L’INESTINGUIBILE SETE DELL’AMERICA LATINA, DOVE L’ACQUA C’É MA È MAL DISTRIBUITA. Zone tra le più aride al mondo convivono con aree di forti inondazioni

Disuguaglianze idriche (Foto Sergio I. Campos G.)
Disuguaglianze idriche (Foto Sergio I. Campos G.)

Con una piovosità media annua di 1 600 millimetri e un deflusso di 400 000 metri cubi al secondo, l’America Latina e i Caraibi hanno a disposizione quasi un terzo dell’acqua dolce del pianeta. Ma il vantaggio idrico è ben lontano dall’avvantaggiare questa parte del mondo che ha – incredibilmente – seri problemi con questa risorsa primaria che il tempo rende sempre più preziosa e ambita.

Sebbene ci siano stati grandi progressi negli ultimi anni, l’accessibilità all’acqua potabile è ancora un problema nella maggior parte dell’America Latina. Una delle sfide più grandi è proprio quella di risolvere la disparità della distribuzione spaziale dell’acqua dolce: nel continente convivono zone spoglie, come il deserto di Atacama, il più arido al mondo, e aree di cosiddetto stress idrico (il 36% del territorio), come il bacino amazzonico, dove si concentra il 53% del deflusso regionale. La sfida è riuscire a trovare soluzioni comuni a problemi opposti, ossia situazioni di siccità in alcune aree e inondazioni in altre.

Un’altra grande disparità nella distribuzione di acqua si verifica tra aree urbane e rurali. Nelle città, dove si concentrano l’80% dei latinoamericani, la copertura idrica raggiunge il 97% della popolazione mentre nelle aree rurali solo l’84%. Ci sono poi alcune nazioni dove, a causa delle politiche di centralizzazione, si è prodotta una disparità in termini d’accessibilità all’acqua potabile tra la capitale e le città secondarie. In Guyana, per esempio, la copertura idrica della capitale è del 98% mentre nelle città dell’interno raggiunge appena il 57%.

Da sommare alla disparità di accessibilità c’è un importante ritardo nel servizio fognario che riguarda sia la qualità dell’acqua fornita (in termini di criteri di potabilità, continuità e pressione) sia il basso livello di trattamento e recupero delle acque nere (la media regionale è inferiore al 25%).

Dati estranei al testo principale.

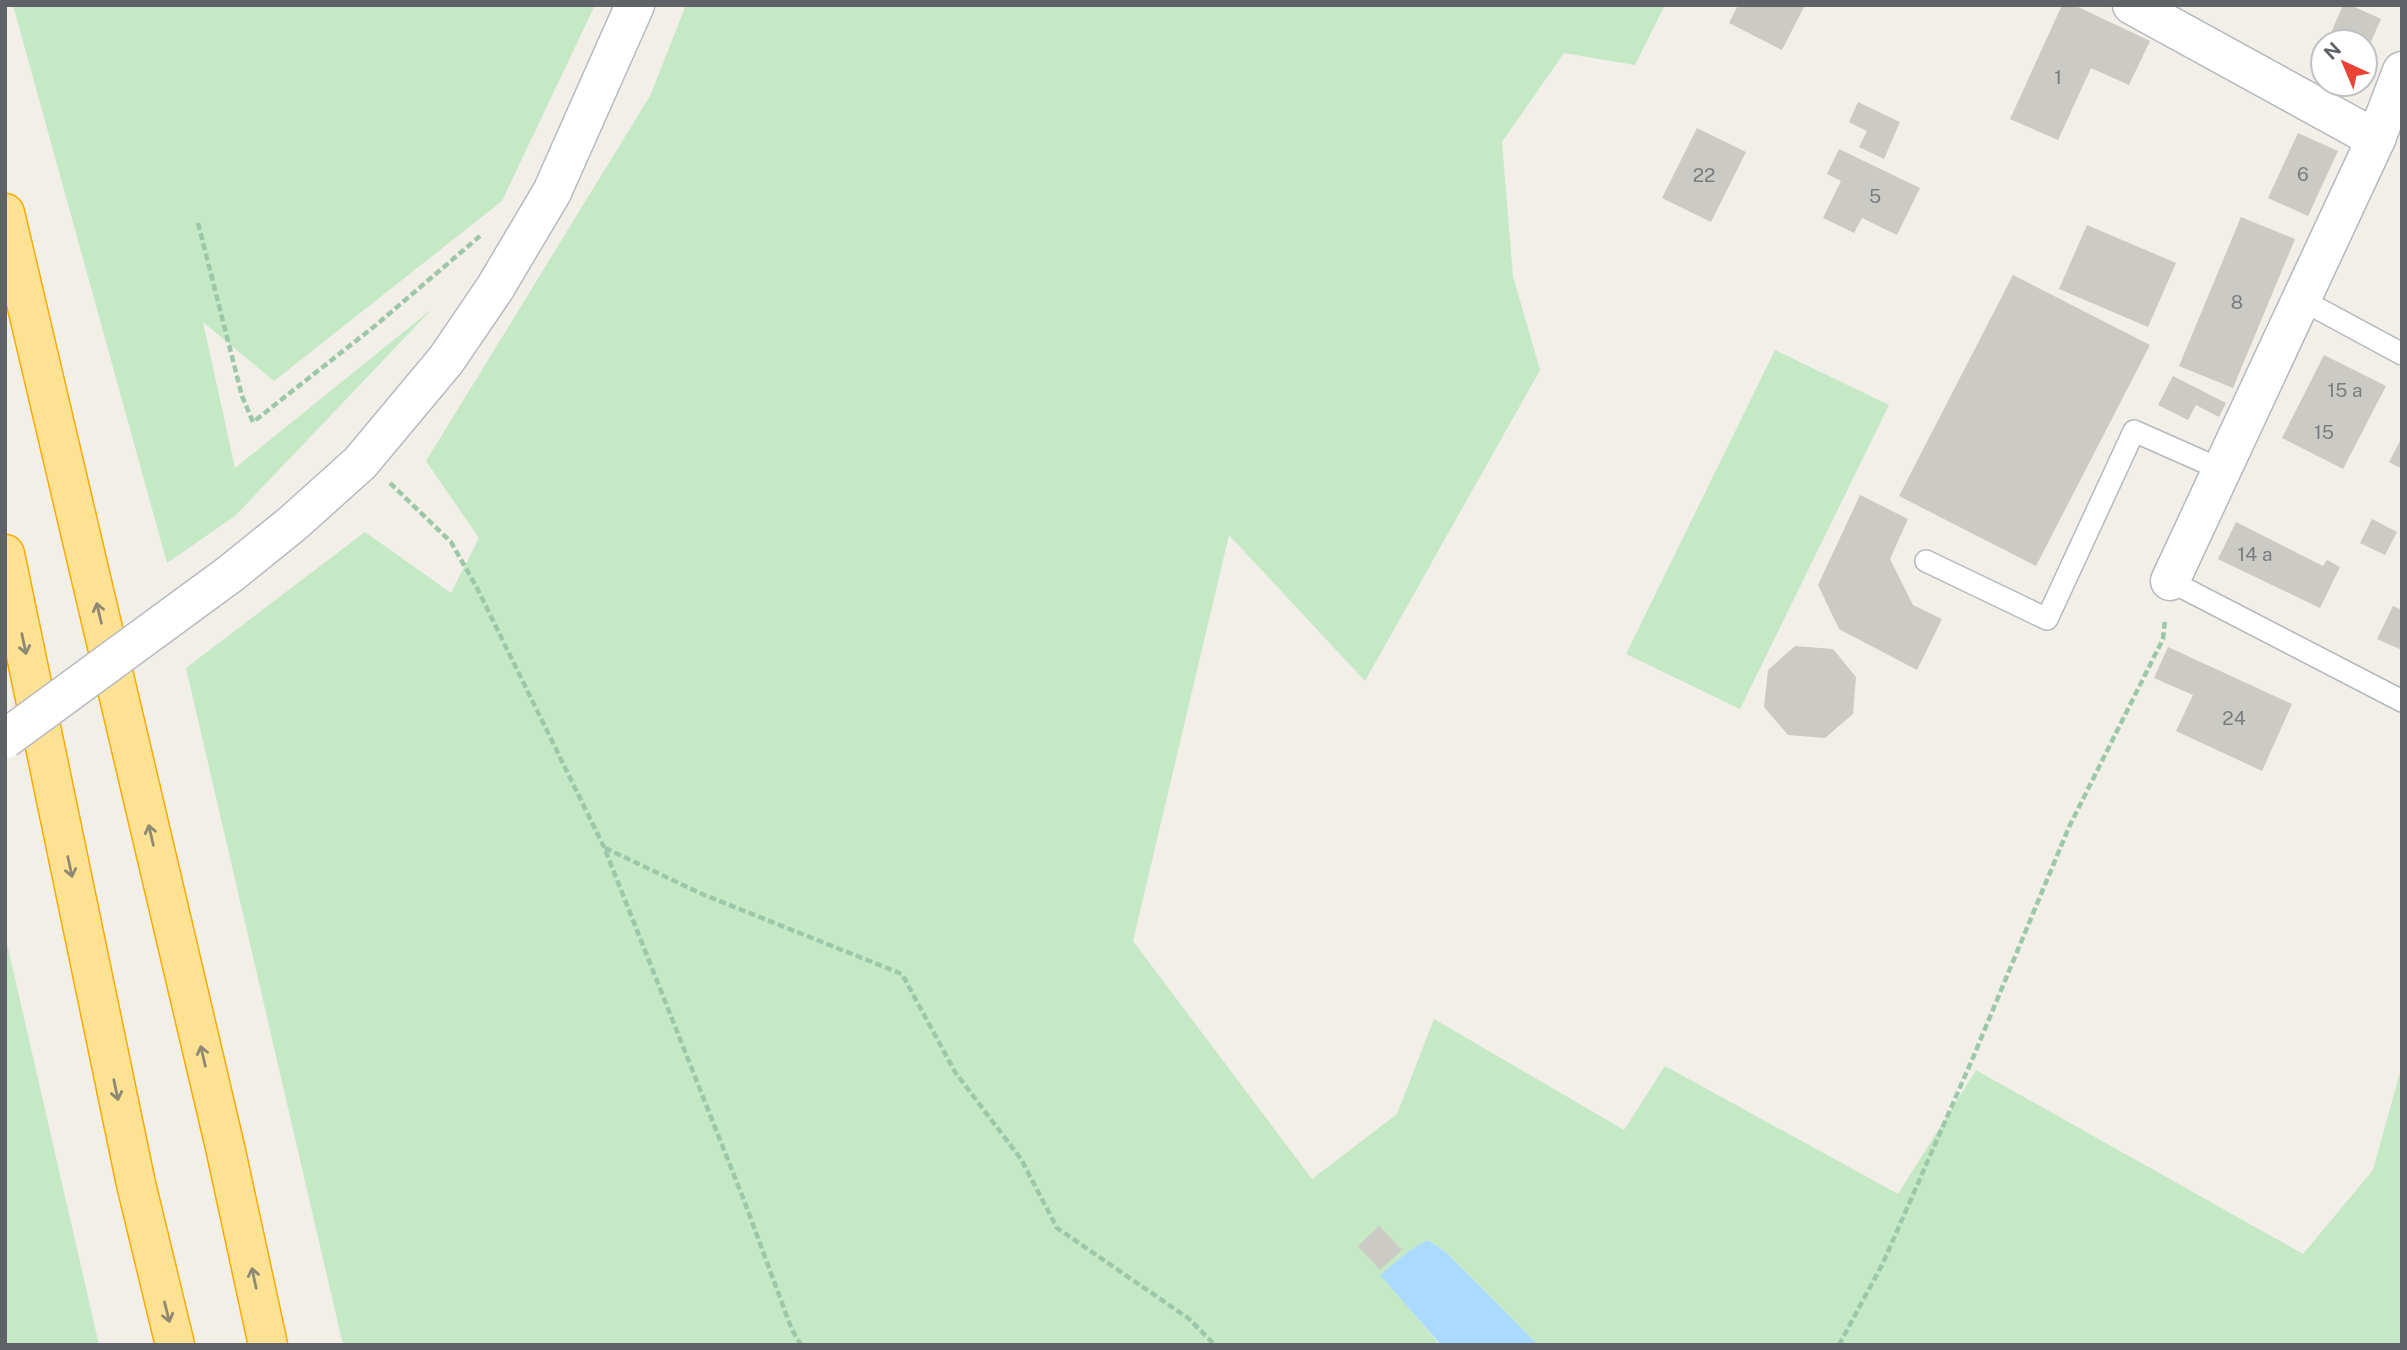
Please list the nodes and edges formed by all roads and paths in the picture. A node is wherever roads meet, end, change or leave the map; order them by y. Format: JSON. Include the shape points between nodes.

Poiché l’accessibilità all’acqua potabile è un problema che affligge, con modalità e termini differenti, tutto il mondo, l’obbiettivo numero 6 dell’Agenda 2030 (ossia il piano di azione globale delle Nazioni Unite per sradicare la povertà, proteggere il pianeta e garantire la prosperità per tutti gli individui) riguarda proprio gli obbiettivi di sviluppo da porsi per garantire a tutti la disponibilità e la gestione sostenibile dell’acqua e delle strutture igienico-sanitarie.

Seguendo quindi queste linee guida dettate dall’ONU, le istituzioni del settore devono articolare progetti di sviluppo che abbiamo come obbiettivo una migliore gestione delle risorse e una maggiore efficienza operativa, sfruttando le tecnologie sviluppate nel settore privato. Devono inoltre promuovere il dialogo tra settori distinti per sviluppare una pianificazione a medio e lungo termine che sia adatta ad affrontare le sfide climatiche dell’area, specialmente di fronte alla gestione di catastrofi naturali (sempre più frequenti).

Tutti i progetti devono fornire soluzioni complete che includano, pertanto, anche l’educazione all’igiene personale, al rispetto dell’ambiente e agli aspetti sociali.

Risulta quindi necessario un sistema di gestione delle risorse idriche comune a tutta l’America Latina, per incorporare le diverse aree del continente. Il progetto deve prendere in considerazione la natura di ciascuna zona e sfruttare la tecnologia per affrontare i rischi di ogni regione in termini di disponibilità e qualità delle soluzioni di accessibilità all’acqua potabile. Solo così si potrà migliorare la vita della popolazione di questo continente.